> **Assigned task**
From the entries below, report only the number of lines that contain the word "Answer".
BEGIN Given information
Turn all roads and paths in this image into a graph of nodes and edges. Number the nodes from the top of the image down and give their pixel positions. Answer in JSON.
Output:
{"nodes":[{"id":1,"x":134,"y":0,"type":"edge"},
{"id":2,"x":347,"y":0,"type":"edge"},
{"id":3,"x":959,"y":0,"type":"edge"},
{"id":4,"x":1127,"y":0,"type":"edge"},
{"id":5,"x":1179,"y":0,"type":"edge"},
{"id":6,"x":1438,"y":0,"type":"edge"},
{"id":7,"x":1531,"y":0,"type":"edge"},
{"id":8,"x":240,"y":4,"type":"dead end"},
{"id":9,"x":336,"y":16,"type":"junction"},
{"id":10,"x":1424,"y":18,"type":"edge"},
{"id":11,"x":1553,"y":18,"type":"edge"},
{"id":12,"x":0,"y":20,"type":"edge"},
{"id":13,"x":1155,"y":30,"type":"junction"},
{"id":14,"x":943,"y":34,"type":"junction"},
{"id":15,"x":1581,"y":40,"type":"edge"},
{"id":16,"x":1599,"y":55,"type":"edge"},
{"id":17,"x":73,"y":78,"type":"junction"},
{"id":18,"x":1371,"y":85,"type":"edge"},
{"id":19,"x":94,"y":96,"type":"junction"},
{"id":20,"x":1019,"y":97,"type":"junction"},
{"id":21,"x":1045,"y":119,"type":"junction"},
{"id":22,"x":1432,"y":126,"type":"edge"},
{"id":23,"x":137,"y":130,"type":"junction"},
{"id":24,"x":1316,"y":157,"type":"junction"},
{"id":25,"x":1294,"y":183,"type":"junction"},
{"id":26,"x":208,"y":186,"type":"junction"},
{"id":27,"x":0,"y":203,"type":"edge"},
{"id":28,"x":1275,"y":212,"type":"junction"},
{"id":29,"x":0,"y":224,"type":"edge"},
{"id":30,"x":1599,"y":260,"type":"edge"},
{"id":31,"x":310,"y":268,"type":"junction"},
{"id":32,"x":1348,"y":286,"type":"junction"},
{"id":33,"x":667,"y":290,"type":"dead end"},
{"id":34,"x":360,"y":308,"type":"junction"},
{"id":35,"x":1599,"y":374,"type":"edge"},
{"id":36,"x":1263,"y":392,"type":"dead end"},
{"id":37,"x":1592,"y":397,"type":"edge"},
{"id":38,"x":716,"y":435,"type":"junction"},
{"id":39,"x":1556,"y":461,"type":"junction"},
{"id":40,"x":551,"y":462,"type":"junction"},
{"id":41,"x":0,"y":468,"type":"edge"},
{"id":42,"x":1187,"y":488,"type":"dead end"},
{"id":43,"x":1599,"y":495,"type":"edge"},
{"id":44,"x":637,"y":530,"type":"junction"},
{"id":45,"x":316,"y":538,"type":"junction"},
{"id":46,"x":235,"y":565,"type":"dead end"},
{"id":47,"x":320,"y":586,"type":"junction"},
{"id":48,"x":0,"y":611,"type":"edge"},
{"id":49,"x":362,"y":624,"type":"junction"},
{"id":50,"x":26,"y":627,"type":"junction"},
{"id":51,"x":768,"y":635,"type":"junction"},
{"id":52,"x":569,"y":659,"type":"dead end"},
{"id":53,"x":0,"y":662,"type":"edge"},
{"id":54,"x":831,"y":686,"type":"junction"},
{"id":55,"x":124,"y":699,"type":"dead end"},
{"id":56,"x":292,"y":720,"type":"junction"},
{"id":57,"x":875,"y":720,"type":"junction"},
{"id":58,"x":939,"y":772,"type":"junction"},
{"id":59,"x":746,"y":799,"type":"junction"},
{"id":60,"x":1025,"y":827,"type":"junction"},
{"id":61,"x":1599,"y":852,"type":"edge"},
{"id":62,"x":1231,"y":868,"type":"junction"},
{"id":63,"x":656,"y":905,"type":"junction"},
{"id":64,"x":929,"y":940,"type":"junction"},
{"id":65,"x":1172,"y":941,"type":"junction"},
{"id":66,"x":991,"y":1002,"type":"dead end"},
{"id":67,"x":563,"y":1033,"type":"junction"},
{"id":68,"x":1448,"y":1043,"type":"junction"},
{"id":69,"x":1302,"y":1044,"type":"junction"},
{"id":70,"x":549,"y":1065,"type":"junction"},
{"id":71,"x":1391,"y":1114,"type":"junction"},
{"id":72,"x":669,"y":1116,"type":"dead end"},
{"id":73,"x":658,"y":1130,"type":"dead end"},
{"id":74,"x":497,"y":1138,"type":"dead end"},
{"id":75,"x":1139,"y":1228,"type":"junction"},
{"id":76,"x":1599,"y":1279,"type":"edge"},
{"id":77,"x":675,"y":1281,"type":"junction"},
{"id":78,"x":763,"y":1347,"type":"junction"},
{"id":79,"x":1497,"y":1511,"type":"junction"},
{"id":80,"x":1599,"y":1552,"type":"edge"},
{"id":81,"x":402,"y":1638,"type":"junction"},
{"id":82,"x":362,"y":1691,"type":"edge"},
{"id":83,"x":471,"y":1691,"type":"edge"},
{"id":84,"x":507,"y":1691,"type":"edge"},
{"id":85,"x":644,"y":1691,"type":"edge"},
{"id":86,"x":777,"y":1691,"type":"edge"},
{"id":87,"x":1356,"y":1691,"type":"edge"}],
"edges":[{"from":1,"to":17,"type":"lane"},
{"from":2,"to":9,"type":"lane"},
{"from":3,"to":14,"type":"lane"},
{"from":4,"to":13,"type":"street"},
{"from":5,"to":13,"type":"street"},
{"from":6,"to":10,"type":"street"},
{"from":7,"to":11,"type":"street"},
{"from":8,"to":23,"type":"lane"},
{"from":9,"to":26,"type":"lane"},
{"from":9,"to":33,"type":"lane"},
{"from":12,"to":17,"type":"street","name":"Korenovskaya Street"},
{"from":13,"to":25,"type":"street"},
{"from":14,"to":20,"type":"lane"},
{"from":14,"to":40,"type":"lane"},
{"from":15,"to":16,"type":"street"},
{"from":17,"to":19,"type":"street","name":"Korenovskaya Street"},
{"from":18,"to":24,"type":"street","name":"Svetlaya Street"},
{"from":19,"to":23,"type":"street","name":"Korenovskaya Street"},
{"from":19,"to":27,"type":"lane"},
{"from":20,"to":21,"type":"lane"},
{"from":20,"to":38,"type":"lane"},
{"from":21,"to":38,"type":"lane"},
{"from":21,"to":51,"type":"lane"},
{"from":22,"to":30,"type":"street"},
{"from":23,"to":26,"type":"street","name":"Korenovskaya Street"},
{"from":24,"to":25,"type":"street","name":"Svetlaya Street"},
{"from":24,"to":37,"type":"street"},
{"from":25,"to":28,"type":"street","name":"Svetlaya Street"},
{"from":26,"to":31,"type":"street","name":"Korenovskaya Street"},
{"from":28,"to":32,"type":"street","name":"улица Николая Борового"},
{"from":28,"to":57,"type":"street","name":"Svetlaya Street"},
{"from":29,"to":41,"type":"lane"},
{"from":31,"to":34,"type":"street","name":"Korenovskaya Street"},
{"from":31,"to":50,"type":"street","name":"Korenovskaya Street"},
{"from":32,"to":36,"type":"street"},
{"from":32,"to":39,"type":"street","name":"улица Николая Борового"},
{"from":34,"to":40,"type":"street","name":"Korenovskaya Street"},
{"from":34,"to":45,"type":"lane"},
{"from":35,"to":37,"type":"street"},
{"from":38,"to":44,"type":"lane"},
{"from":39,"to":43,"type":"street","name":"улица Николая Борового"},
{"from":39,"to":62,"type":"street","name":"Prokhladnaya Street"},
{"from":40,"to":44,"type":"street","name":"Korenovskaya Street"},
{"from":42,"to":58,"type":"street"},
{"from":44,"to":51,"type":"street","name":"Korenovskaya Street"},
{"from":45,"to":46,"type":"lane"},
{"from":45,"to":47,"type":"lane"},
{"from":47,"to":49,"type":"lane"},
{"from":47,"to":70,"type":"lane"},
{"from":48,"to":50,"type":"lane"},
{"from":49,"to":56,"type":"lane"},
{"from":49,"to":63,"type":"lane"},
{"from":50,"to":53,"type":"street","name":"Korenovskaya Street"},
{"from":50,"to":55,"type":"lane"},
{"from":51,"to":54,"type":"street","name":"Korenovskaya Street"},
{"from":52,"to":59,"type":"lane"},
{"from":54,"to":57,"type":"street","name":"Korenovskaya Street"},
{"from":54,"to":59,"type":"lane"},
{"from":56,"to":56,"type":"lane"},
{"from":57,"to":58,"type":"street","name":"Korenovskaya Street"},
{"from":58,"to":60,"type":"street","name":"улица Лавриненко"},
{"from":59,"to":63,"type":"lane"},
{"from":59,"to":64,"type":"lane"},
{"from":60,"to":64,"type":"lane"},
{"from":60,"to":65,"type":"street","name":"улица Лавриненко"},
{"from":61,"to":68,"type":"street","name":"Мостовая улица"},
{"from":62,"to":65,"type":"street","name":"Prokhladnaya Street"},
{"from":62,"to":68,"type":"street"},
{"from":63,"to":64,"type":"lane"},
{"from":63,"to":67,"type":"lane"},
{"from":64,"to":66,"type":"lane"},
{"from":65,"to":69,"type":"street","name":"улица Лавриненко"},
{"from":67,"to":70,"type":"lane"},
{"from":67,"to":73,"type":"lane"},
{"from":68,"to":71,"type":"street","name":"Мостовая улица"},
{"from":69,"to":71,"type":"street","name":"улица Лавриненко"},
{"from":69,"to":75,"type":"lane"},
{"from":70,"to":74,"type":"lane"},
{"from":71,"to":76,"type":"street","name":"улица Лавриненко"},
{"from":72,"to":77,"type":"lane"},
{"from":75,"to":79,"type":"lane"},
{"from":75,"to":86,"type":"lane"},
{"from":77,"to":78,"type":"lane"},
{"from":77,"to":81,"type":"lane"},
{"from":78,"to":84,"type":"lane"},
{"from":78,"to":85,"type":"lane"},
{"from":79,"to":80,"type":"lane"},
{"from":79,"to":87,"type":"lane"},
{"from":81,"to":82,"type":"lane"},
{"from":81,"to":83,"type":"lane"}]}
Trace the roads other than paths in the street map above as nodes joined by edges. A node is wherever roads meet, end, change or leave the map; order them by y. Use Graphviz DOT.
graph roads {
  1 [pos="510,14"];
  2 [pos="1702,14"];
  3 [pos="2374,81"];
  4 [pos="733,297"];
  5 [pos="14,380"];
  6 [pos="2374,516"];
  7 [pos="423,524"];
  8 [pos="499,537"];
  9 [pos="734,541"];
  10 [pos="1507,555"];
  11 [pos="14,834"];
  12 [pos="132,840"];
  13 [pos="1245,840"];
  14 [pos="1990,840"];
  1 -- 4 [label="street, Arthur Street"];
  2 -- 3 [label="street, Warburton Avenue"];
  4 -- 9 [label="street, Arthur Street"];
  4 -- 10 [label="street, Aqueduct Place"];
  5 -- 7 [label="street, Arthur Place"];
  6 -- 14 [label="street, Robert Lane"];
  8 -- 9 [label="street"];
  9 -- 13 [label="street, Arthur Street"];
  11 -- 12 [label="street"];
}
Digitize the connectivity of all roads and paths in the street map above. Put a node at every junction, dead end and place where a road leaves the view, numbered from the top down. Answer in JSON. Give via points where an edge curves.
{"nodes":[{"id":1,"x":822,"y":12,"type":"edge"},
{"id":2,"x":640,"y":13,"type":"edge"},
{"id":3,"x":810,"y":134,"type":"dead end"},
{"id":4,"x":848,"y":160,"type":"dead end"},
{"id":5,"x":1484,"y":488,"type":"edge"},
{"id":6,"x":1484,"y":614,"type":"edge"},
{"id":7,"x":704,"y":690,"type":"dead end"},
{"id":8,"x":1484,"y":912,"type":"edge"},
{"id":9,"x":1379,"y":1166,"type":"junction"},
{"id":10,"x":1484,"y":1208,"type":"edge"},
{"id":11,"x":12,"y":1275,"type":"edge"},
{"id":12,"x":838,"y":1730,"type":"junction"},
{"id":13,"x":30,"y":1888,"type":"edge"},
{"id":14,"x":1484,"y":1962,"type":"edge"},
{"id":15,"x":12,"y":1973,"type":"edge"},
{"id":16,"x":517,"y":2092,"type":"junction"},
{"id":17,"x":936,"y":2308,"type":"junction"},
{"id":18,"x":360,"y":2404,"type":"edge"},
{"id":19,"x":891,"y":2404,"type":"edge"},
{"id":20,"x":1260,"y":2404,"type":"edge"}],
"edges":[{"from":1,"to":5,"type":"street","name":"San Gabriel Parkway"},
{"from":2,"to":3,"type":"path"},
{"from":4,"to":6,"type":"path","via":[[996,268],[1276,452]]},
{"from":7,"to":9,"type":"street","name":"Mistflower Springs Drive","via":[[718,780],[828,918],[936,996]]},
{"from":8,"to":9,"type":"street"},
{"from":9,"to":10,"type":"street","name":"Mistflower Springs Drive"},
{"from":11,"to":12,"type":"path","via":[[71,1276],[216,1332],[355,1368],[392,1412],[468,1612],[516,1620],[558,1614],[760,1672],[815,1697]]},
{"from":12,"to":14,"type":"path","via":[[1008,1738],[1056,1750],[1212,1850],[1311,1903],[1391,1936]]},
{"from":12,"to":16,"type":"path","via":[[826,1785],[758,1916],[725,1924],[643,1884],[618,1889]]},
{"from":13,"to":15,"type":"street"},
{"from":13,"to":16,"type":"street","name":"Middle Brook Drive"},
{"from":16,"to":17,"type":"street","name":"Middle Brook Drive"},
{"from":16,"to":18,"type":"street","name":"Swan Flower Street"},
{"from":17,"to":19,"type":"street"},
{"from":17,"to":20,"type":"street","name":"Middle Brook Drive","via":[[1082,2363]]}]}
END Given information
> **Reply**
2